True Bravery
I’m back from Borneo. Two shining weeks of visceral living. The fragile beauty of the rainforest, calling to me amidst the destruction of the smoldering forest stubble, the cruel rows of oil palms marching like an invading army into the national park, the brown sludge rolling into the clear black waterways.
The river is our road through the rainforest. Long, slow klotok* rides at dawn and dusk. Solemn proboscis monkeys waiting in the trees. On the second day, we encounter an orangutan. Waving branches at first, then gradually coming closer. Baby clinging to her side. Silence. The orangutan regards us. I put down my camera and binoculars and drink her in deeply through misty eyes. My heart is crying: “God, what can I do to keep her world pure and free?”
Step back for a moment. Look at the boat driver, the tour group, the orangutan and her offspring. Now pan out over the river, the camp, and the forest. See the orangutans, the monkeys, the wild Bornean pigs, and the clouded leopard. Every living plant and every living being is here today because of the actions of one woman: Dr. Birute Galdikas.
She came here 38 years ago to follow and study orangutans in the wild. By anyone’s standards, she was amazingly brave. Living in a bark-walled hut in the midst of the jungle accompanied by orphan orangutans who clung to her side and bit anyone who tried to remove them. Tracking wild orangutans for days at a time, scrambling through crocodile-infested swamps as her subjects swung through the trees. Suffering from every conceivable tropical ailment, from malaria-induced fevers to a paralyzed, claw-like hand, to weeping jungle ulcers that took months to heal.

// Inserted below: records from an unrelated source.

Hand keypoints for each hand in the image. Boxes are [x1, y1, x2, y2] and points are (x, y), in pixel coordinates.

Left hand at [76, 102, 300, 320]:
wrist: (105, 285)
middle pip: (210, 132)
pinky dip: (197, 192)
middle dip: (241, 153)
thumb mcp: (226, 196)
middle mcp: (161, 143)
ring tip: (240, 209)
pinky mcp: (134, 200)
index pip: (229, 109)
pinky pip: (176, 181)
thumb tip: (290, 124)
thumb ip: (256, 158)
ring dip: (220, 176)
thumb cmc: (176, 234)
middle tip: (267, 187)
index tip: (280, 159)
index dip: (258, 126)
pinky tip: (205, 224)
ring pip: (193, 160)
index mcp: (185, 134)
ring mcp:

My companions on the tour had read her account of those early years, called Reflections of Eden. Everyone wanted to know how she had the guts to fend off flying snakes, blood-sucking leeches, and charging 300-pound male orangutans. Her response was modest: She said that she was too young to know any better.
Dr. Galdikas was brave to face those dangers, and undergo those hardships. But there is a different kind of bravery born of right-thinking and personal responsibility that must endure the test of years. This is the courage required to stand in the path of destruction, facing down the poaching, logging, mining, and palm oil industries and to say: “Here you will not tread.” Therefore, I asked Dr. Galdikas: “How have you kept fighting when all around you the rainforest is being destroyed?” And she replied: “Because I have to.”
* Klotok: Traditional Indonesian long boat.